Constitutive activation of Signal Transducers and Activators of Transcription 3 (STAT3) is frequently detected in osteosarcoma, and hence, may serve as a therapeutic target. In order to target STAT3, we tested two new STAT3 inhibitors, LLL12 and FLLL32. LLL12 and FLLL32 inhibit STAT3 phosphorylation and STAT3 downstream targets. LLL12 and FLLL32 also inhibit IL-6 induced STAT3 phosphorylation. The inhibition of STAT3 by LLL12 and FLLL32 resulted in the induction of apoptosis, reduction of plating efficiency, and migration in osteosarcoma cells. Furthermore, LLL12 and FLLL32 inhibited SJSA osteosarcoma cells and OS-33 tumor growth in murine xenografts. These results provide evidence that constitutive STAT3 signaling is required for osteosarcoma survival and migration in vitro and tumor growth in vivo. Blocking persistent STAT3 signaling by LLL12 and FLLL32 may be a novel therapeutic approach for osteosarcoma.

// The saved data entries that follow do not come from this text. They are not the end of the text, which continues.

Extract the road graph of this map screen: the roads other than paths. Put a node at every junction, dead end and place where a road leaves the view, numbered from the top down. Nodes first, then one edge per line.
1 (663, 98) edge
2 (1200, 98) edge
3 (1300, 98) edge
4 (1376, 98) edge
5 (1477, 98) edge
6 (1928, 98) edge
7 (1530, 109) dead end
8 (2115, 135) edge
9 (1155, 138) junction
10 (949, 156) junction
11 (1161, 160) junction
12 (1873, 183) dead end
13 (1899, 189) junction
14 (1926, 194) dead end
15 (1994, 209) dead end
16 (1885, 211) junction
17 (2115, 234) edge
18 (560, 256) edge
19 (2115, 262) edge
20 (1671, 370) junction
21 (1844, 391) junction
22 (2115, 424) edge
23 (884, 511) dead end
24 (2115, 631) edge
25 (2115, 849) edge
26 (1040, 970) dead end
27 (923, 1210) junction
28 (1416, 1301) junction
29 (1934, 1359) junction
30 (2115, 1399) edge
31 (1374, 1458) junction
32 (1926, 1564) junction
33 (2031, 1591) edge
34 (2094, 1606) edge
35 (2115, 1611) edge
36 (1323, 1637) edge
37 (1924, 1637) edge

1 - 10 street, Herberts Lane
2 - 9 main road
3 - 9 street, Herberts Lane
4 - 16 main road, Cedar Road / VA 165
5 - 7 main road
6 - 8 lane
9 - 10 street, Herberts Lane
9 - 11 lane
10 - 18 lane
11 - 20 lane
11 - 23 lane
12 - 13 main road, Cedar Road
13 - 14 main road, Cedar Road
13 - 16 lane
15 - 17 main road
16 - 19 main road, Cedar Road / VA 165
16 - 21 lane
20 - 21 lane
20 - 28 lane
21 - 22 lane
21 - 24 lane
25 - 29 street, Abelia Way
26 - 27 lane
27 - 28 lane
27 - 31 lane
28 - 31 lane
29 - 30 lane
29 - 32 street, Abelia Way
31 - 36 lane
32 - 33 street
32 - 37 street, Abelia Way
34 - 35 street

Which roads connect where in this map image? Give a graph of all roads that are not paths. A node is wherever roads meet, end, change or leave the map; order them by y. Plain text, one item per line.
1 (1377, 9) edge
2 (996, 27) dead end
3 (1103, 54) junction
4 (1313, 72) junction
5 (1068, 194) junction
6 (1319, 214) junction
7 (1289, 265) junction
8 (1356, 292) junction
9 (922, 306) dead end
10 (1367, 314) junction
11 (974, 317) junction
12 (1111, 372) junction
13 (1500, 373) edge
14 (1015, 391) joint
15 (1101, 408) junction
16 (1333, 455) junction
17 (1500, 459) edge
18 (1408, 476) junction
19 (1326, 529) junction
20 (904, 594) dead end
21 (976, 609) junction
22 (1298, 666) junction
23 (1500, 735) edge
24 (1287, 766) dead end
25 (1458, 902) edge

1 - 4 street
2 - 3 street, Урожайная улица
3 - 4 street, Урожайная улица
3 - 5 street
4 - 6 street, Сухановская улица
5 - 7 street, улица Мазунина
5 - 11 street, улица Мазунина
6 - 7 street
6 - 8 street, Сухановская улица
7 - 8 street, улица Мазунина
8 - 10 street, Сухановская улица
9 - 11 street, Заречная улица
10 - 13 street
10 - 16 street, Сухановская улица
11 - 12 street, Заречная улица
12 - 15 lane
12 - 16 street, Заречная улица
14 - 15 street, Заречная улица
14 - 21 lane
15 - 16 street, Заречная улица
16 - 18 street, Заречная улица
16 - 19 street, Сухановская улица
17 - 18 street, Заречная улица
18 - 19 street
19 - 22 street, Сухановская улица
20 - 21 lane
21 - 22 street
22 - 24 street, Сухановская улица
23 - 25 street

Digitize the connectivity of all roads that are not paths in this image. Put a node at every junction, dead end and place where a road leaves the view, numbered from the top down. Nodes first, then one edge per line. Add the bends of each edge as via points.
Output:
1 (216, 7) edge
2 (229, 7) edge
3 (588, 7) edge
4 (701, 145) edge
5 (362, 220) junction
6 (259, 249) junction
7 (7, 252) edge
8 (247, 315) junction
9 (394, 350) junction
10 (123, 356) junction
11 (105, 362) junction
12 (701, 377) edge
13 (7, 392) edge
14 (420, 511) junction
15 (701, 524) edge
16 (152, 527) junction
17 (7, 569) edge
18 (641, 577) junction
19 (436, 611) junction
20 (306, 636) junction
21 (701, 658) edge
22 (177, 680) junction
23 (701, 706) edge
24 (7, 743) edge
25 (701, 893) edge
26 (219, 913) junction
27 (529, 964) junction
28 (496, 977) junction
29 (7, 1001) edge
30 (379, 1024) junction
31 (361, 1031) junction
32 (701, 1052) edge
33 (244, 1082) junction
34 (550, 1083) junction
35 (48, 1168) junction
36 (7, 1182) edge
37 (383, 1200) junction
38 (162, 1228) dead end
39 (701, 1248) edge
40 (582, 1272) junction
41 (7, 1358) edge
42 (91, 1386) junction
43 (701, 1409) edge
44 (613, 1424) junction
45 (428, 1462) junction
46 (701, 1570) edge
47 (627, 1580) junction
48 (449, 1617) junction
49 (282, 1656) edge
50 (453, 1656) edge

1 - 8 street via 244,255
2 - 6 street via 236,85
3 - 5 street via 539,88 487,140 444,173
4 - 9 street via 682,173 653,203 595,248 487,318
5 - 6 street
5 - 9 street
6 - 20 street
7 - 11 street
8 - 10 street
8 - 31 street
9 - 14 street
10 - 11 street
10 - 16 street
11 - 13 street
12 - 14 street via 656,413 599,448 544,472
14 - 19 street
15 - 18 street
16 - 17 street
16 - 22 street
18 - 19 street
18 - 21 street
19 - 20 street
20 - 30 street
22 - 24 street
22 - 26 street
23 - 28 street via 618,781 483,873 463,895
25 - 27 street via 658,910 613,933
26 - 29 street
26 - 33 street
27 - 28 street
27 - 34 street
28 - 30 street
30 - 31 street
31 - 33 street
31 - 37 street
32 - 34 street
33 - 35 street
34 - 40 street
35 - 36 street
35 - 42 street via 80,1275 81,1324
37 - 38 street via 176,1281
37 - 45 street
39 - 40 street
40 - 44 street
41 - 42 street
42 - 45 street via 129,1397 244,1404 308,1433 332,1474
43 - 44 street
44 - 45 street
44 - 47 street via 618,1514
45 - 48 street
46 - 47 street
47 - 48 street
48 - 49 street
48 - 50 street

Original language	English (US)
Pages (from-to)	916-926
Number of pages	11
Journal	Investigational New Drugs
Volume	30
Issue number	3
DOIs	https://doi.org/10.1007/s10637-011-9645-1
State	Published - Jun 2012
Externally published	Yes

Keywords

Osteosarcoma
STAT3
Small molecule inhibitors

ASJC Scopus subject areas

Oncology
Pharmacology
Pharmacology (medical)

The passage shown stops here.